Jeder in der Print-Branche sollte das einfach mal in seinem Kopf bewegen. Vor allem jene, die glauben, das Internet sei eine Sache, die man so nebenher mitlaufen lassen könnte. Nein, das Netz ist das, wovon Mitarbeiter in der nahen Zukunft bezahlt werden müssen. Egal ob Verlagsmanager oder Journalist: Wer sich nicht mit dem Netz beschäftigt, wer sich dort nicht auskennt, wer glaubt, die alten Arbeitsweisen einfach so durchdrücken zu können – der wird schon sehr bald keine Planstelle mehr haben.
Oder wie es schon 2008 bei den Simpsons hieß:
Nachtrag: Einige Kommentare haben mich verleitet, das Thema noch einmal anders aufzubröseln.
Kommentare
Hootly 26. Mai 2010 um 17:03
Scheint ja ein fürchtelicher Affront für sie zu sein, dass es noch Menschen gibt, die eine andere, eigene Meinung vertreten und davon auch noch überzeugt sind.
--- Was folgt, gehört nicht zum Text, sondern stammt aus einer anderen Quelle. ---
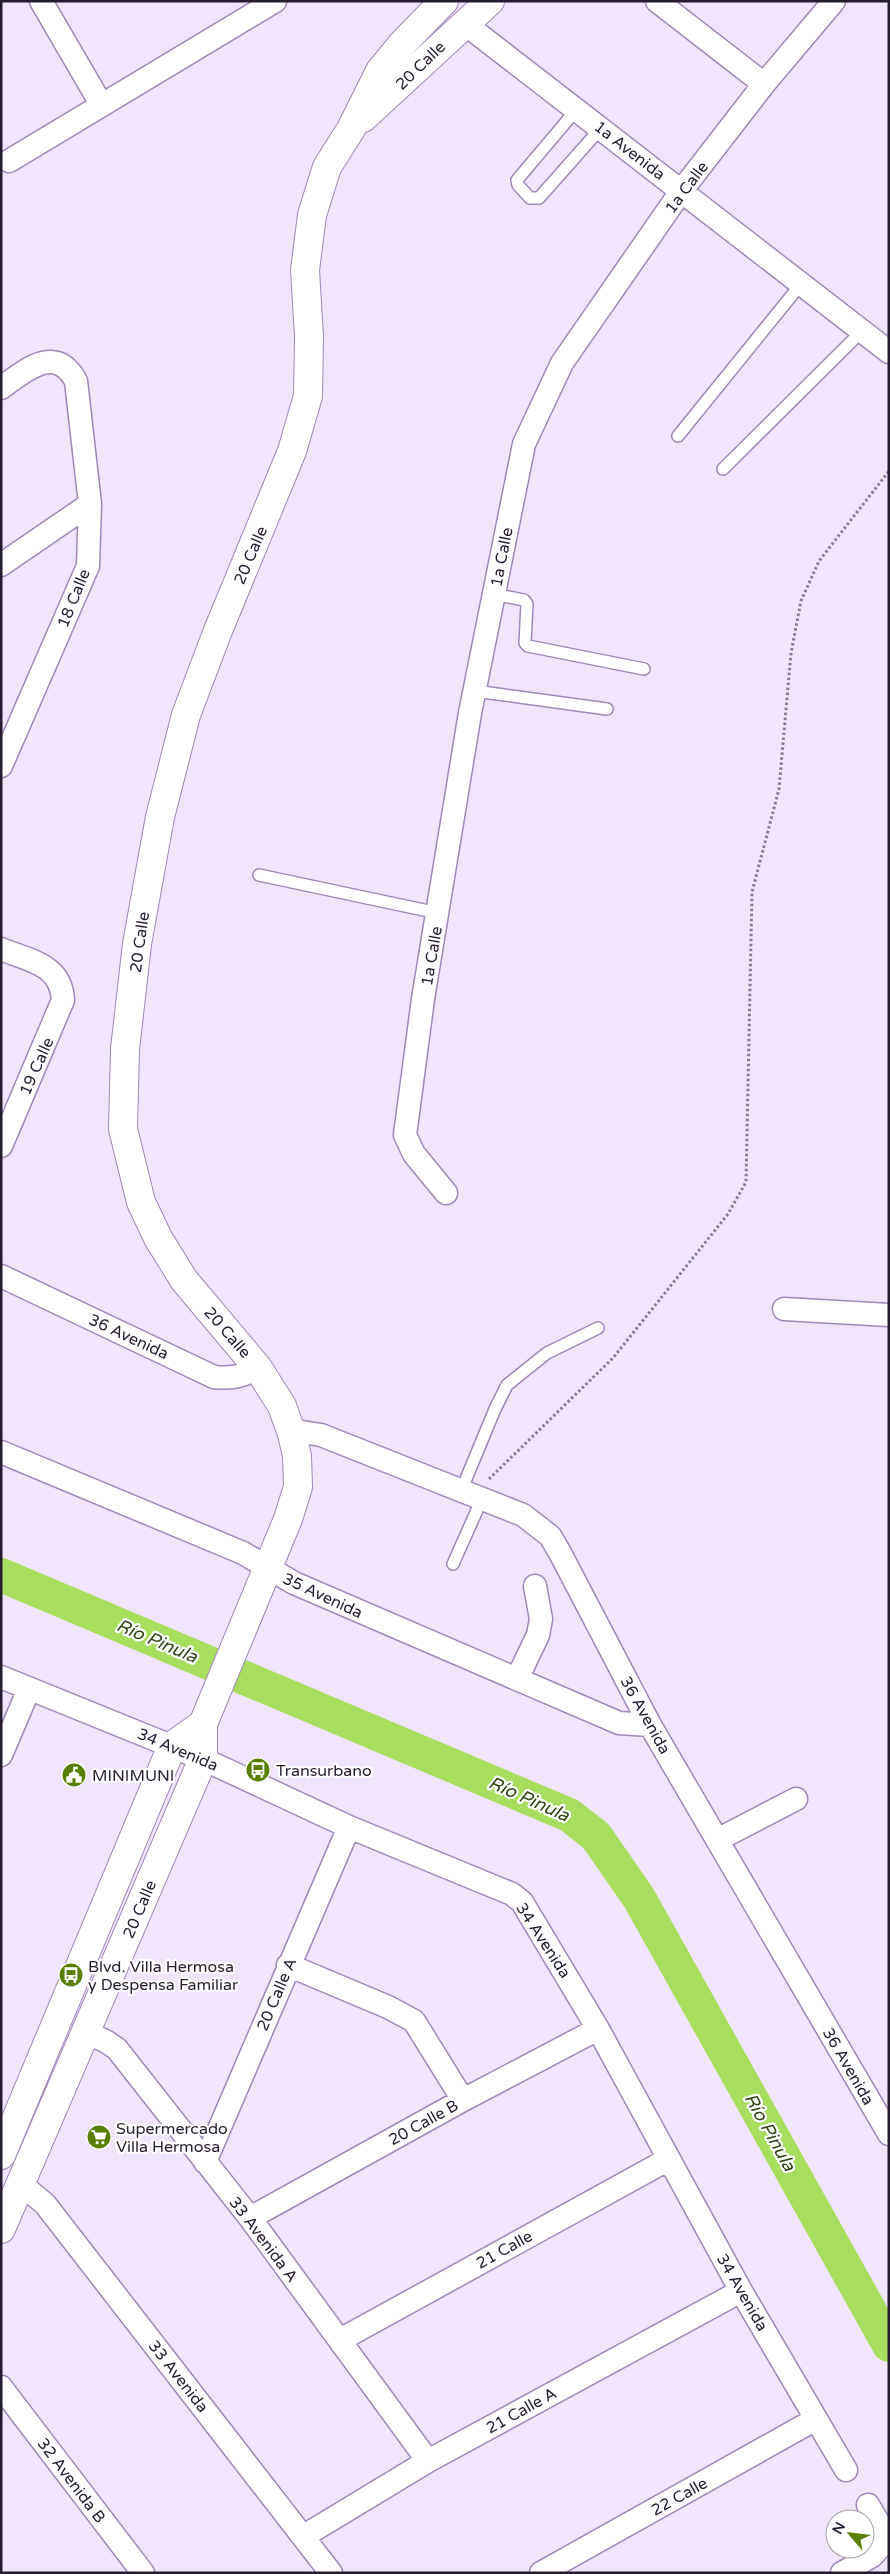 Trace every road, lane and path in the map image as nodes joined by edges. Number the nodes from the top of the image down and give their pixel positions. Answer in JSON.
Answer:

Thomas Knüwer 26. Mai 2010 um 17:05
Nö, überhaupt nicht. Jeder darf eine andere Meinung haben. Wenn er aber deshalb falsche strategische Weichenstellungen vornimmt, die andere Menschen um ihren Arbeitsplatz bringen – dann kotzt mich das an, offen gesprochen.
Philipp 26. Mai 2010 um 17:55
Bei den falschen strategischen Weichenstellungen gebe ich Ihnen recht. Allerdings sollte man gerade auch von Journalisten erwarten, dass sie dies auch erkennen und sich selber den Gegebenheiten anpassen – wenn die großen Häuser in denen sie sitzen es nicht mehr wollen oder können.
Armin 26. Mai 2010 um 19:05
Bei der FT erscheint das ja auch durchaus logisch die Printausgabe in ein paar Jahren einzustellen. Der typische Leser der FT liest das Ding im Buero oder auf der Fahrt von/zum Buero auf seinem Computer/Smartphone/iPad.
Allerdings glaube ich noch nicht dass der typische Bauarbeiter oder Fliessbandarbeiter in fuenf Jahren seine Bild/Sun/USA Today auf der Baustelle oder im Pausenraum auf seinem iPad lesen wird.
Rainersacht 26. Mai 2010 um 19:27
Missionare sind immer soooo überzeugt, aber nicht immer überzeugend.
Arnonym 26. Mai 2010 um 21:13
@Armin: Der typische Bauarbeiter hat schon heute ein Handy mit mehr Rechenleistung als es für einen Flug zum Mond braucht. In fünf Jahren ist es ungewöhnlich, wenn man mit seinem Handy „nur“ statische Texte liest und sich durch Bildergalerien klickt. Auch als Handwerker oder Hausfrau.
Just sayin‘
Selbst wenn es nicht so schnell gehen wird, die „heutige Jugend“ wächst mit Ausnahme der Schulbücher ohne Papier auf. Daran wird sich auch in den nächsten Jahren nichts ändern. Der Markt für Zeitungen auf Papier wird also schon durch den demographischen Wandel immer kleiner werden. Denn auch wenn der Markt an „Seniorenprodukten“ relativ wächst, wird die absolute Zahl derer, die eine Zeitung auf Papier wollen/brauchen immer kleiner werden.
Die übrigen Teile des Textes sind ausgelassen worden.